Cunningham has been with Macy ever since the service dog was just a few months old. “She’s about four years old. It’s been nice seeing her grow up since that’s allowed us to work with her since she’s been a puppy.”

When asked if she knew about other service dogs, Cunningham replied with excitement. “Yes! We’ve met a few of them, but each dog has a different job and personality. There are two other brown dogs, so people tend to get us mixed up with other service dogs and their handlers, but I think it’s funny,” says Cunningham. “Every handler has different rules about their dogs, though, but most of us are willing to answer questions if you ask nicely.”

When asked about complications regarding Macy as a service dog, Cunningham hasn’t had any issues so far. “People are surprisingly excited to see a dog, so she has been welcomed nearly everywhere we go.” Cunningham states that Shawnee has been accommodating for both of them and that all of her professors have been so understanding (and inclusive) with Macy. Cunningham states that making plans with a service dog can be difficult. “I have to be conscientious about the weather and errands so that she is always comfortable, and we have to be careful about people with a fear of dogs.” Cunningham doesn’t have to worry about issues because of the breaks they get, but she’s sometimes nervous that Macy could be a distraction during class. She says that most people enjoy having her as a classmate.
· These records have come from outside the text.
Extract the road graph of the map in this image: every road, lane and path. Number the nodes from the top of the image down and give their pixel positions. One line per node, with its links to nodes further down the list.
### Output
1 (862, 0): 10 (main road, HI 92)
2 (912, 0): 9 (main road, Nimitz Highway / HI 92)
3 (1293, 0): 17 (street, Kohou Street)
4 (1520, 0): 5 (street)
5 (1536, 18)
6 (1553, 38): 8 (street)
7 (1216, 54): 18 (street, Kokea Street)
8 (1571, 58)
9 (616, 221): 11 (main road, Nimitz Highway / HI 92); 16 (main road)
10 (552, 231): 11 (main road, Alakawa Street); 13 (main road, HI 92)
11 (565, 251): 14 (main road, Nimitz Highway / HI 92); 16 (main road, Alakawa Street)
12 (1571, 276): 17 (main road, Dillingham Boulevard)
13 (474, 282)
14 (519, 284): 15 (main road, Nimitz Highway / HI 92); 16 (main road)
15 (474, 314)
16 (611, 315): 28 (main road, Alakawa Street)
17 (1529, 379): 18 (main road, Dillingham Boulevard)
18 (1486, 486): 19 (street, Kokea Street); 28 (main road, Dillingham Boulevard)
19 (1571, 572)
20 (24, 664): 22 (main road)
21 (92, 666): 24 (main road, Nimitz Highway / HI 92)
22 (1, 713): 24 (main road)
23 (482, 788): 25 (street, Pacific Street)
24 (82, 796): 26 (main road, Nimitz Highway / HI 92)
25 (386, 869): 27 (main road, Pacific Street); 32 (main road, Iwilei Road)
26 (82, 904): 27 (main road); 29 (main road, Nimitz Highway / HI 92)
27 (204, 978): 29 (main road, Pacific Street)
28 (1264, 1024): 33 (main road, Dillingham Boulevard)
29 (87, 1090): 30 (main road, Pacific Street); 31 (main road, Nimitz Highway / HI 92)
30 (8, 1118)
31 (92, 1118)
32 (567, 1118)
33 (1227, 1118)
When asked about the training Macy had to go through, Cunningham spoke about some of Macy’s background information, primarily that she was supposed to just be a family dog. “I’ve always had poor health, and that was just something that she kind of figured out on her own. Even as a puppy, she always knew when I was in pain and she would go get my mom to let her know if I needed help. I have a friend who also has a service dog, and after talking to her, we realized Macy was a good candidate for the job, so we’d do group training sessions together.”

Some of Macy’s favorite things to do include going for walks, being around people, and showing affection. “She also likes eating. If you have peanut butter or chicken, you’ll definitely be one of Macy’s best friends. If you see the two of us on campus, feel free to say hello!”